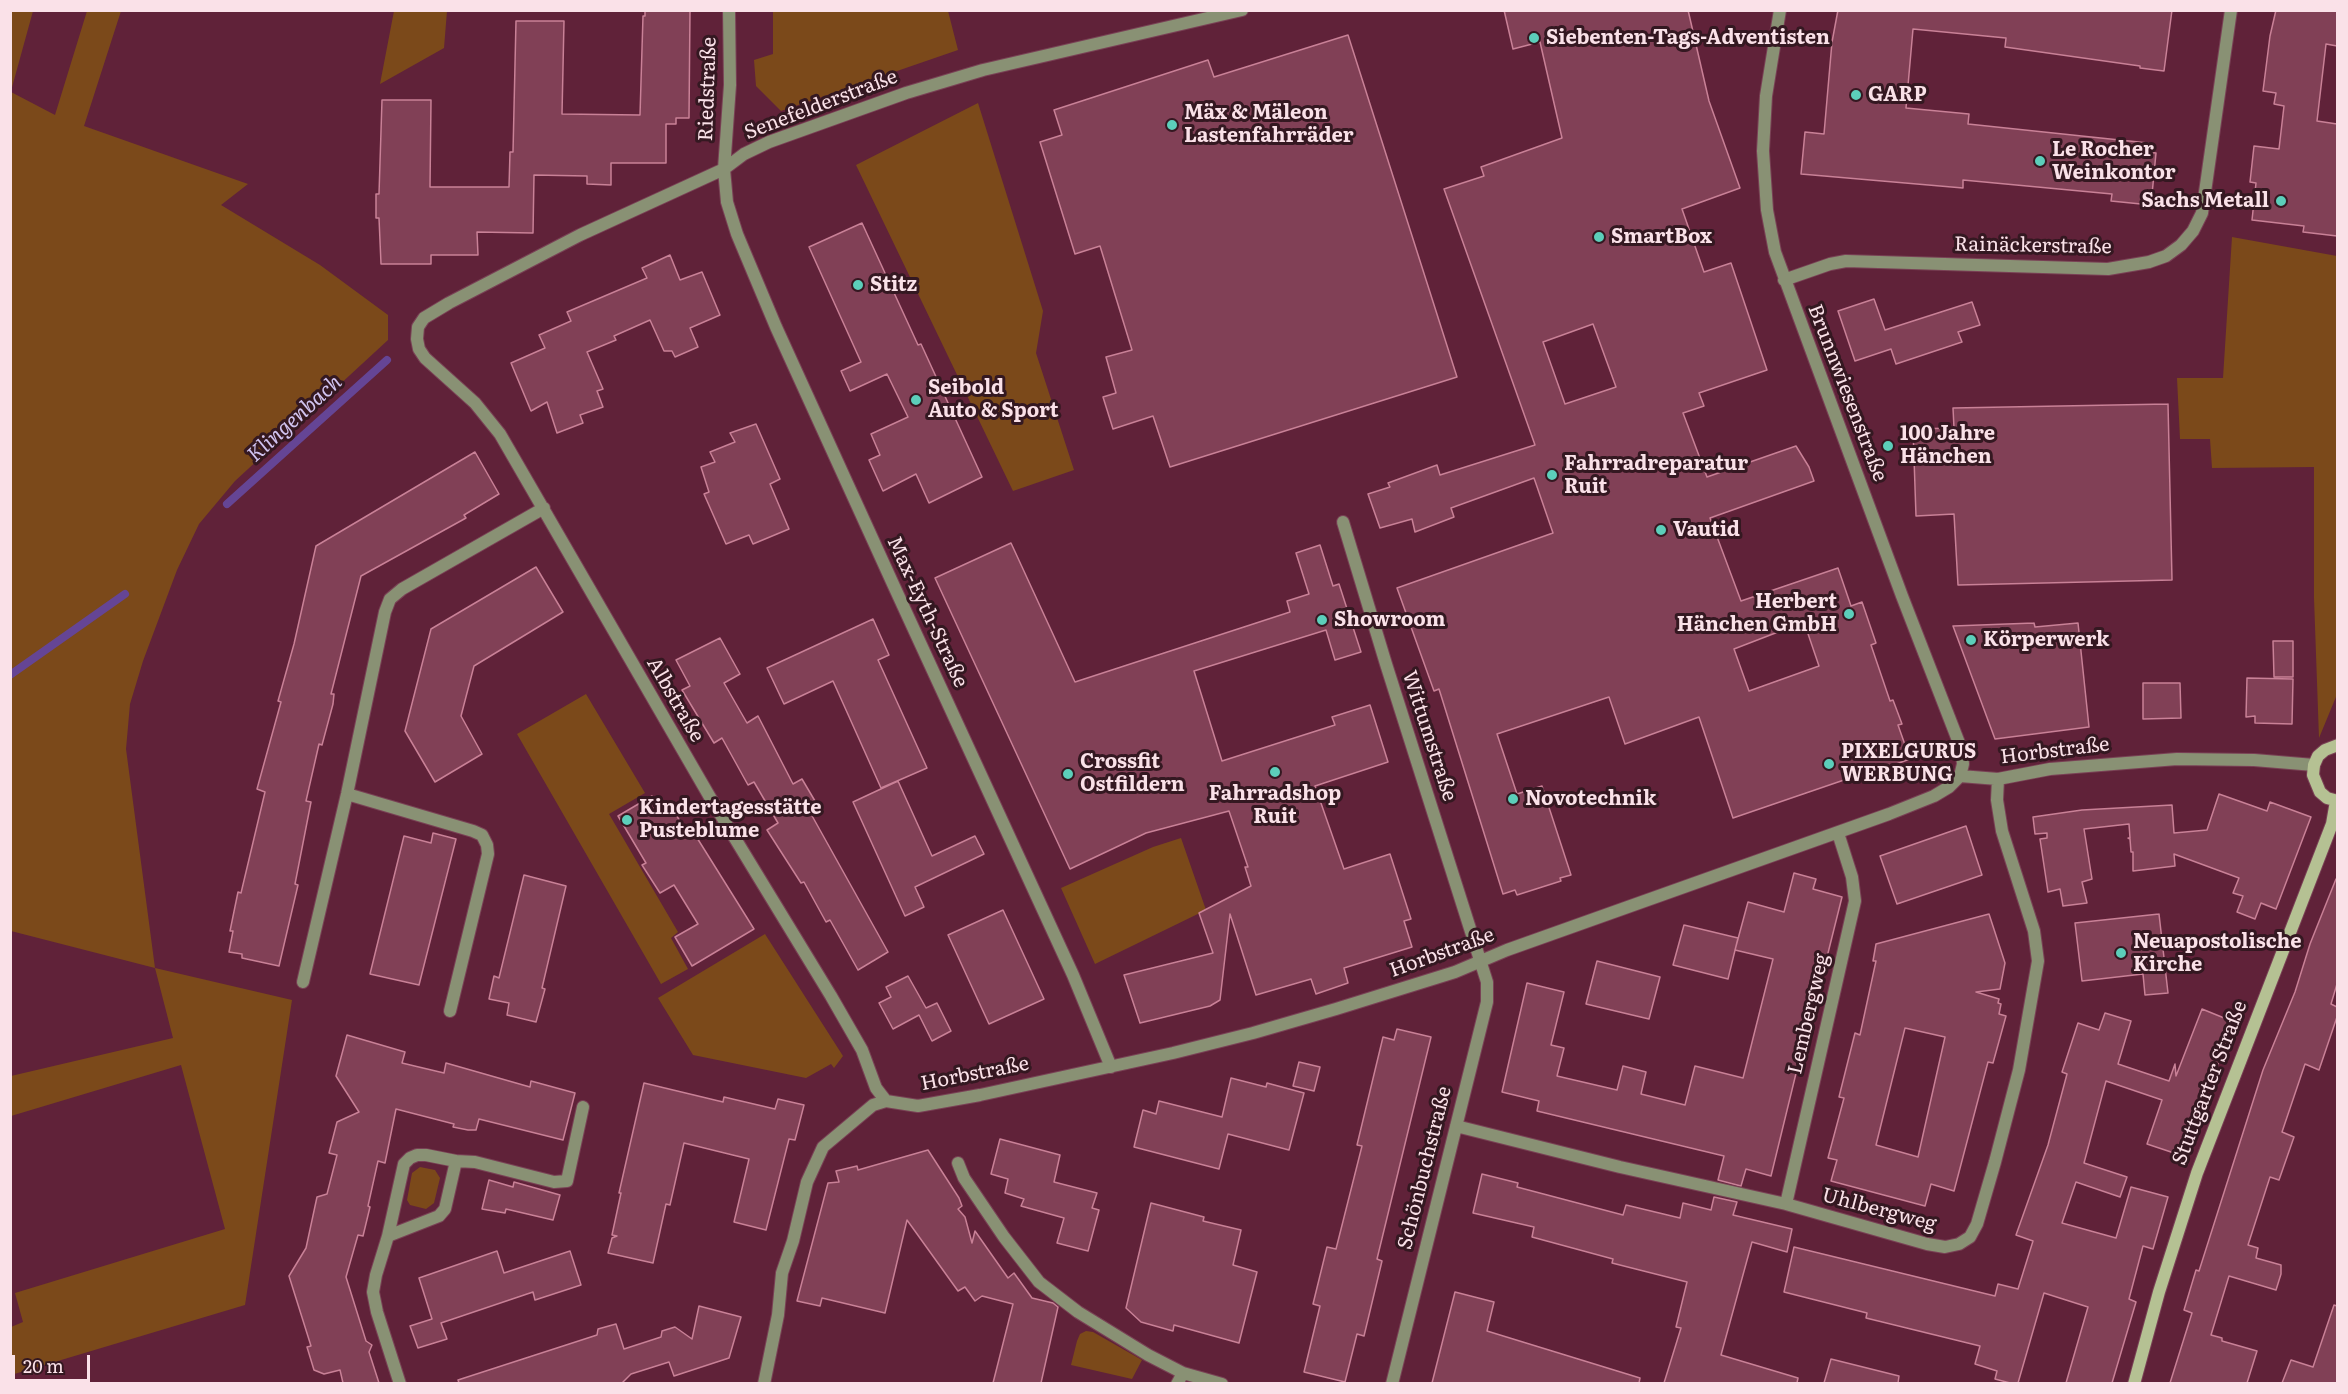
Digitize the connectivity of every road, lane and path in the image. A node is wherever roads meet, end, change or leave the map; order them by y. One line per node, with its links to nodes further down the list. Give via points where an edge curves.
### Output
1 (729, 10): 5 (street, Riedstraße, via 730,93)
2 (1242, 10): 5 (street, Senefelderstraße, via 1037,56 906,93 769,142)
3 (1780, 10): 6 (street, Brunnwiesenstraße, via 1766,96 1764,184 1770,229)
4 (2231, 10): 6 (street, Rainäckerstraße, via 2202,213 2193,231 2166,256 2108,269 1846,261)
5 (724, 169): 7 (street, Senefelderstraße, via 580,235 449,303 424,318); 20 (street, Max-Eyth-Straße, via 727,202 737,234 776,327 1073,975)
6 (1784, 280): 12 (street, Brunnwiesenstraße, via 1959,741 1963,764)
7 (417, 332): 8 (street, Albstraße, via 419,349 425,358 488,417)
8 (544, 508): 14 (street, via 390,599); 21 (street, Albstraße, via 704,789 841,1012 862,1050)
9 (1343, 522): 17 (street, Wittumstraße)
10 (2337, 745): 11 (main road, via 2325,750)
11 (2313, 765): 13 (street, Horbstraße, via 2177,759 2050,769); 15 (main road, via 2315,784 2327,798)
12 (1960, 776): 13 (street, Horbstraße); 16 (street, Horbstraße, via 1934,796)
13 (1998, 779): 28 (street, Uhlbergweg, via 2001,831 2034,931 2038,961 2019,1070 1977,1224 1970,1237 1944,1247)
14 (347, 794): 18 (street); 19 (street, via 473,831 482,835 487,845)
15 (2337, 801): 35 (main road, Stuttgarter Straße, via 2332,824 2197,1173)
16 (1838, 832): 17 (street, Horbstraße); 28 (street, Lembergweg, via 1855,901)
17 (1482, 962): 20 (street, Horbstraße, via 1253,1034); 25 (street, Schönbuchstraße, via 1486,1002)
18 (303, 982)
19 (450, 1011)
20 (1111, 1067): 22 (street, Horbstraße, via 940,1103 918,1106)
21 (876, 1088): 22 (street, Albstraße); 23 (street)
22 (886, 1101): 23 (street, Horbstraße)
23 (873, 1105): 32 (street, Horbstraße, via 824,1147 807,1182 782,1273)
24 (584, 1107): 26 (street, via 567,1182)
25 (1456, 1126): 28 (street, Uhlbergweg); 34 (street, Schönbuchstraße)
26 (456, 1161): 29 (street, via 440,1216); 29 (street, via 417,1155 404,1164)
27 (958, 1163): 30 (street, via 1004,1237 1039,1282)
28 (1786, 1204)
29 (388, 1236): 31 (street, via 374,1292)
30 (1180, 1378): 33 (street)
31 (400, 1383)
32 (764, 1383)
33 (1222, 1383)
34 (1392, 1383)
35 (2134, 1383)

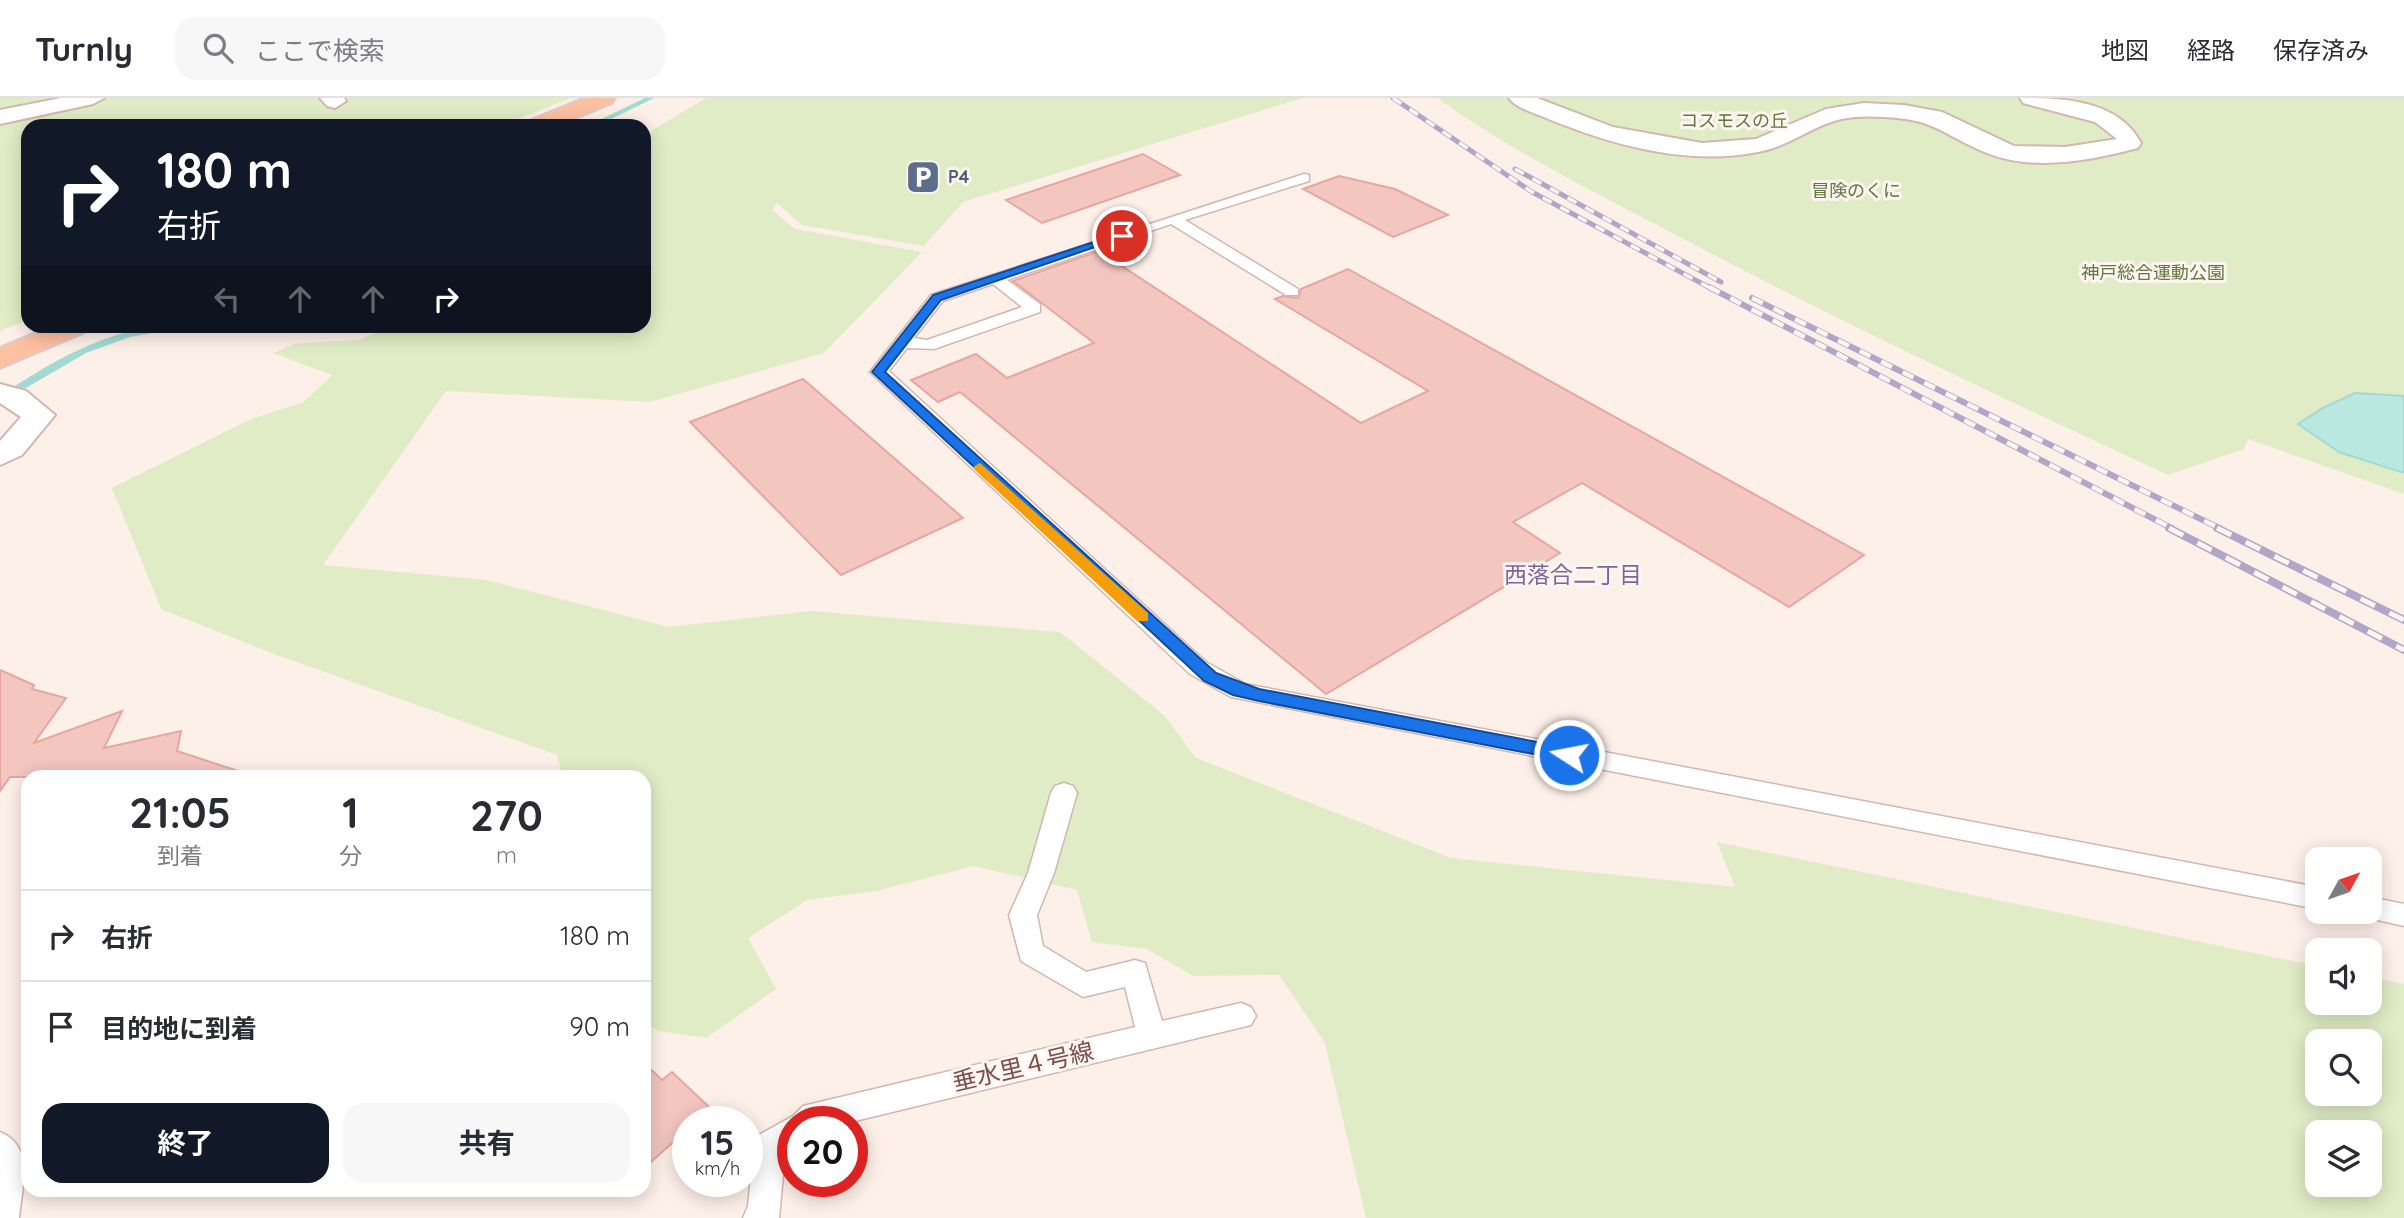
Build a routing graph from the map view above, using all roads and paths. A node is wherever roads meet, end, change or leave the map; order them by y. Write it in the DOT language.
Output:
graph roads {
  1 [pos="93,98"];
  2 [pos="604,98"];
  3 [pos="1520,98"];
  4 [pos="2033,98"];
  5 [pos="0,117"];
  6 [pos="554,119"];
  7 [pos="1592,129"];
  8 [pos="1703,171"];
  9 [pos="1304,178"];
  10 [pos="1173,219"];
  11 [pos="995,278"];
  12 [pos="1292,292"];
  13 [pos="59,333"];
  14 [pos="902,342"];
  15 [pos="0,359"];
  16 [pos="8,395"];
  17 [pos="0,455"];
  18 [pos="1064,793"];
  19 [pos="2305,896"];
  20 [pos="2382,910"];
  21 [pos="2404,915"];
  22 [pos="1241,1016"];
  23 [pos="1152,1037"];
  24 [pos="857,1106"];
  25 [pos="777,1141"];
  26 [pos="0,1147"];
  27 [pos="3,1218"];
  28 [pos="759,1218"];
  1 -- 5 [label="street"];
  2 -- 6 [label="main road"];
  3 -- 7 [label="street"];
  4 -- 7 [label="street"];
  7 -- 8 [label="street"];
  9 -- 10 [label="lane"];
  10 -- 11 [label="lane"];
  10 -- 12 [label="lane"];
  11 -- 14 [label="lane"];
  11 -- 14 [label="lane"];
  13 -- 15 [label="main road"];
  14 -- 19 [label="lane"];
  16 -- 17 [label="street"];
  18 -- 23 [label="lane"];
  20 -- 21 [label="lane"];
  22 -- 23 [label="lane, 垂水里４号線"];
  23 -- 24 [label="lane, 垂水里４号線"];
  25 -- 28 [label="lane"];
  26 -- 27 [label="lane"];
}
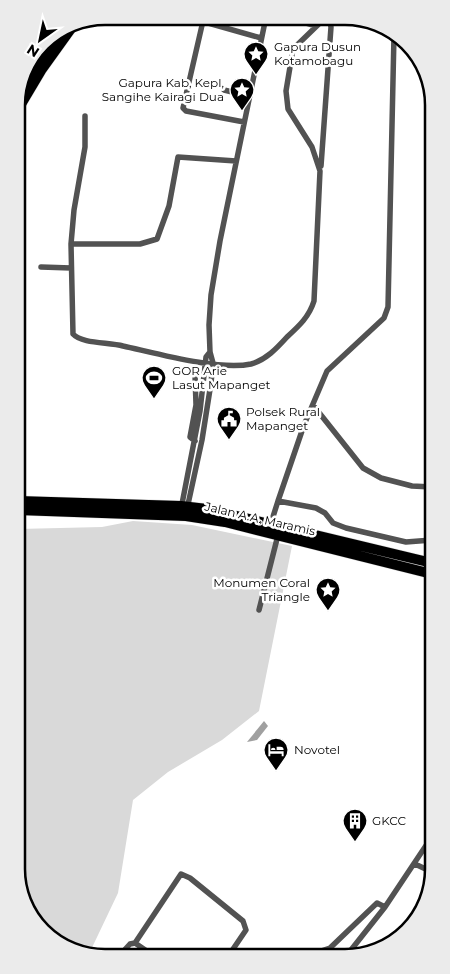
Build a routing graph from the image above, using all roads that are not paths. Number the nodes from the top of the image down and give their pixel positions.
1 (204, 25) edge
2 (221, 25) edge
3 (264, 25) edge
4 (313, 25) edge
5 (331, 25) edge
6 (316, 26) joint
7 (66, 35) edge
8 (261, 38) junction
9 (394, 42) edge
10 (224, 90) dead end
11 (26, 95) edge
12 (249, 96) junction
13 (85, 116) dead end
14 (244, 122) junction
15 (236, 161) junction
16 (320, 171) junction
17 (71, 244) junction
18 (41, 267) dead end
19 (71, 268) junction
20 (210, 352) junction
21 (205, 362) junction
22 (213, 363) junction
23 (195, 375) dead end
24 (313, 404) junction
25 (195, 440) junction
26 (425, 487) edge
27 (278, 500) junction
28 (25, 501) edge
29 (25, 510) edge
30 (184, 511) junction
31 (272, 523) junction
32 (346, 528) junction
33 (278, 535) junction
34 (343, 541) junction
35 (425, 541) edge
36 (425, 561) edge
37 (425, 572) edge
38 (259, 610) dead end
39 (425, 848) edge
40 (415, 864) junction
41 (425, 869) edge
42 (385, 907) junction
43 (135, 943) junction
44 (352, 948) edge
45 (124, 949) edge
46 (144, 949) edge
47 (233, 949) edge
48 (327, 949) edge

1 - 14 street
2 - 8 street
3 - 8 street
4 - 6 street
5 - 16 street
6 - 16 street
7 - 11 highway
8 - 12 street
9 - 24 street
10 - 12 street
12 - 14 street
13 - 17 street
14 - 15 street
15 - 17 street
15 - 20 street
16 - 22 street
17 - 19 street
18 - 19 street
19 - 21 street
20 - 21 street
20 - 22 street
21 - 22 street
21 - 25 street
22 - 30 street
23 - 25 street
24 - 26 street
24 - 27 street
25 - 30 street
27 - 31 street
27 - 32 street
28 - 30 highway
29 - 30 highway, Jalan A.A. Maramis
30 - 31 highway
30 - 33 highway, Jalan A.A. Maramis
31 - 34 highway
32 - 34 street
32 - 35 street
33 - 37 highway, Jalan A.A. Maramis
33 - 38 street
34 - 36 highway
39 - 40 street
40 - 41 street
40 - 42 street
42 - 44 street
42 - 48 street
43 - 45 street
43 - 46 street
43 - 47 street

************

Your objective
Scan the data above and copy each line containing the word "order".

Exercise answer
Digitize the connectivity of every road, lane and path in the image. A node is wherever roads meet, end, change or leave the map; order them by y. One line per node, with its links to nodes further down the list. Give via points where an edge curves.
Build a routing graph from the map view above, using all roads and paths. A node is wherever roads meet, end, change or leave the map; order them by y. Write it in the DOT language.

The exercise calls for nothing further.